__Assignment__
Reply with one number: the count of lines in the listing that contain the string "الطريق".

__The data__
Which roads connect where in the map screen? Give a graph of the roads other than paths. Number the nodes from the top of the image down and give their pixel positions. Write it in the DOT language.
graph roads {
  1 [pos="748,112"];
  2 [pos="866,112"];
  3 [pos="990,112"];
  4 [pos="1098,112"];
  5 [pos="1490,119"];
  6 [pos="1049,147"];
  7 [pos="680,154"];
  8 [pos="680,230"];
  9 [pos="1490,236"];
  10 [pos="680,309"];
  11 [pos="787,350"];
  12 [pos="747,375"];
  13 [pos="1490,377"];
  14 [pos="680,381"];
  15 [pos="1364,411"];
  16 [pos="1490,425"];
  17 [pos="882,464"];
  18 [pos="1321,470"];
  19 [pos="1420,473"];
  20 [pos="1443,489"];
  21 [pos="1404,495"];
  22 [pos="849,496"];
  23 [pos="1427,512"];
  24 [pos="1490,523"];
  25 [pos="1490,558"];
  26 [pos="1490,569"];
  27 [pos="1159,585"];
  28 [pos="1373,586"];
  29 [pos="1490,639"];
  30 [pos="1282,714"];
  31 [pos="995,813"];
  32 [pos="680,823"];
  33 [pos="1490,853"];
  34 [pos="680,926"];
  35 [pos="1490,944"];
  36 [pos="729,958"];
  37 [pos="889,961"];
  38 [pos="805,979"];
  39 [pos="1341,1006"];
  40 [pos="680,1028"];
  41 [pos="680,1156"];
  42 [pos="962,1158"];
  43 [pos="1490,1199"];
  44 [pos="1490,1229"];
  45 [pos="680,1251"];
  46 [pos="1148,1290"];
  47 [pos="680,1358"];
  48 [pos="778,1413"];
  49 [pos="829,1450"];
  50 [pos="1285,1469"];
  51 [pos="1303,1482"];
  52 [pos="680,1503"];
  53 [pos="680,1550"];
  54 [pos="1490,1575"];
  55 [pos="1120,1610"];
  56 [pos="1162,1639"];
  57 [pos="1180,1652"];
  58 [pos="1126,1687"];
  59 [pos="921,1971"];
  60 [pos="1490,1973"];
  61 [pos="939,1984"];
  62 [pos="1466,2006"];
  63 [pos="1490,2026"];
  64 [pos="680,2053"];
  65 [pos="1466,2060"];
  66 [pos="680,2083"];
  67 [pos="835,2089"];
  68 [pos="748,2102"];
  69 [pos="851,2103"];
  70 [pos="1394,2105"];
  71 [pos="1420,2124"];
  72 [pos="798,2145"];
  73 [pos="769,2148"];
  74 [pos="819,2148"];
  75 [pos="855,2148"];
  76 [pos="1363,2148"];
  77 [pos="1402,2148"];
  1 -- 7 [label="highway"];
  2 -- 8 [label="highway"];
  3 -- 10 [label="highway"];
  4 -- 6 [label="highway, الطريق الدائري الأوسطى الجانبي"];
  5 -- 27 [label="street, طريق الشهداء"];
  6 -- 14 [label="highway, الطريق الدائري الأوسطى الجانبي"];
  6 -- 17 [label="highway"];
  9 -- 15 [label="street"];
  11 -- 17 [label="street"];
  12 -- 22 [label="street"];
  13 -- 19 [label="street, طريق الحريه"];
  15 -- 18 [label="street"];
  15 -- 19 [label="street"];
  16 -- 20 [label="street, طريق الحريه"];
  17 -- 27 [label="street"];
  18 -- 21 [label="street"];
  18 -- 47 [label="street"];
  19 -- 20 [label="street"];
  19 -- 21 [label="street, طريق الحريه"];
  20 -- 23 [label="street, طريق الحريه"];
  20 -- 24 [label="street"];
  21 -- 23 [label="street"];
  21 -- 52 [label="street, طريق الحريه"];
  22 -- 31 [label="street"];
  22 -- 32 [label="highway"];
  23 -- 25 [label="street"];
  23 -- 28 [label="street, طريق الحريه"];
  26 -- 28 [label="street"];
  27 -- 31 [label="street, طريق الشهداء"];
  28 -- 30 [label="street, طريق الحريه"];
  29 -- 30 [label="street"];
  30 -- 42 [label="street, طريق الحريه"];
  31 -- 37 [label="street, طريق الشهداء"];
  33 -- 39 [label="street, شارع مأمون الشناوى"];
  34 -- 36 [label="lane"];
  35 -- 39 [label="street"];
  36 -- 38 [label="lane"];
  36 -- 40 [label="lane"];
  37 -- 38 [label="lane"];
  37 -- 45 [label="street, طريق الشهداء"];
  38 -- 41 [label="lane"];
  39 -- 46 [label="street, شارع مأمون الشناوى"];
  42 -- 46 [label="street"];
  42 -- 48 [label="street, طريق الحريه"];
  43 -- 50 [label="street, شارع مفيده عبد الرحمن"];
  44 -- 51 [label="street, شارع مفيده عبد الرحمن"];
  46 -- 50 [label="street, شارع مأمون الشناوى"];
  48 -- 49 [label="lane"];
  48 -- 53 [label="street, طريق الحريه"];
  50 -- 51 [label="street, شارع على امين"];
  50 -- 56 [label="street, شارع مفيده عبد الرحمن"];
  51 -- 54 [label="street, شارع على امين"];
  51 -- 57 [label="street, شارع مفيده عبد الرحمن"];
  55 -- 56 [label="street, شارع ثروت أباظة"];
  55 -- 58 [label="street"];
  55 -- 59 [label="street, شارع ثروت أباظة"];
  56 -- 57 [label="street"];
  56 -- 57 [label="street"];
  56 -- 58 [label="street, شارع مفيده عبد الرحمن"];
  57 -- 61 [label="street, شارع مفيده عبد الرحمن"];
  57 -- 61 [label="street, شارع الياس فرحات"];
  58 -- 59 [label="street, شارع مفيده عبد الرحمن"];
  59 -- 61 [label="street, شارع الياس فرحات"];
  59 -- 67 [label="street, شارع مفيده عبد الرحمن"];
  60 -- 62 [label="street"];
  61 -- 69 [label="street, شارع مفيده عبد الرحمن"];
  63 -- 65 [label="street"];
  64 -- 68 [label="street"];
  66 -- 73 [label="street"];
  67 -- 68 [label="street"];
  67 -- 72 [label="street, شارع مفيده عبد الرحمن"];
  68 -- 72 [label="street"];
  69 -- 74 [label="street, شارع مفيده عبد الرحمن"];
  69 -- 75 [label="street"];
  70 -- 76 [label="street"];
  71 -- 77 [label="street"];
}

__Your solution__
2